+++ Data supplied +++

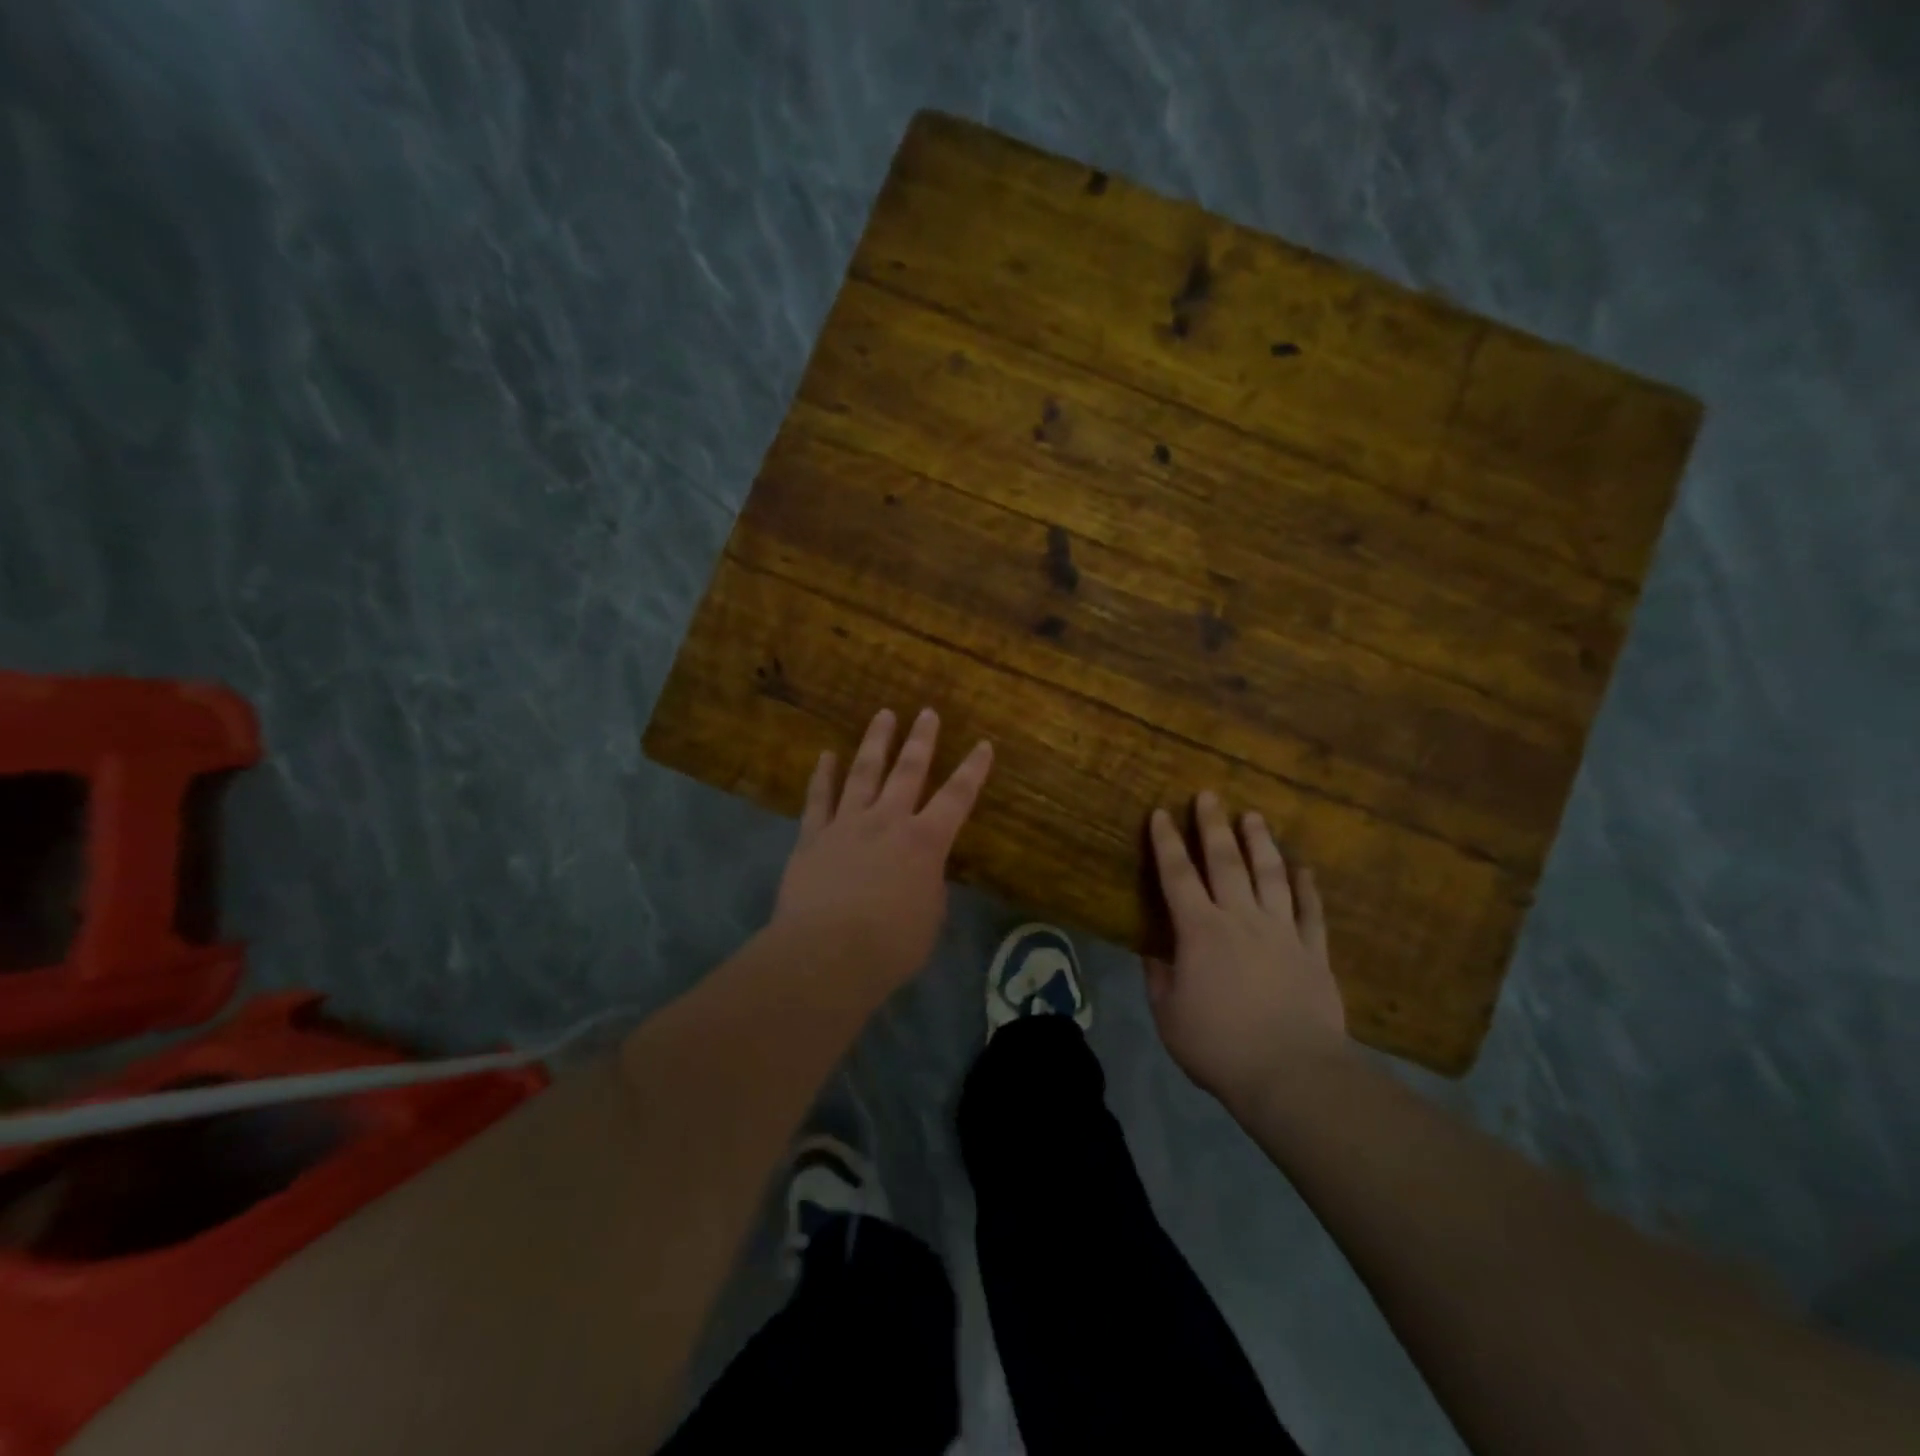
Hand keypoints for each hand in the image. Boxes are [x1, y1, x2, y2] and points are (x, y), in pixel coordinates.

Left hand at [772, 707, 992, 993]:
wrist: (826, 954)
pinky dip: (823, 775)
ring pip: (864, 773)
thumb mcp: (929, 918)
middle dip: (922, 740)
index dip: (973, 770)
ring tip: (883, 715)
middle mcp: (888, 821)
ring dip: (876, 742)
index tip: (983, 744)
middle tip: (927, 711)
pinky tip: (826, 755)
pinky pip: (818, 798)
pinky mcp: (812, 837)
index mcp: (925, 842)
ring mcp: (847, 824)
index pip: (957, 797)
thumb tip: (922, 872)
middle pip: (908, 771)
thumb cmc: (890, 945)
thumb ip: (929, 886)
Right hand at [1144, 792, 1346, 1105]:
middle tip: (1209, 795)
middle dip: (1213, 826)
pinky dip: (1307, 887)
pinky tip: (1303, 868)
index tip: (1161, 813)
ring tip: (1253, 817)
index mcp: (1199, 932)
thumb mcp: (1169, 1016)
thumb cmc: (1219, 1045)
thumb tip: (1155, 951)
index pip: (1177, 876)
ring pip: (1270, 875)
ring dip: (1260, 843)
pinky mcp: (1313, 952)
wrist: (1292, 1073)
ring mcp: (1281, 932)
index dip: (1166, 843)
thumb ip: (1160, 978)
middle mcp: (1240, 919)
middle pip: (1225, 862)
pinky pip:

+++

— Task to complete —
The answer must be every line of the data that holds the word "ring".

— Solution below —
ring pip: (864, 773)
ring tip: (883, 715)
ring dip: (876, 742)
ring mcp: (847, 824)
ring tip: (1253, 817)
ring pip: (1270, 875)
ring dip: (1260, 843)
ring mcp: (1281, 932)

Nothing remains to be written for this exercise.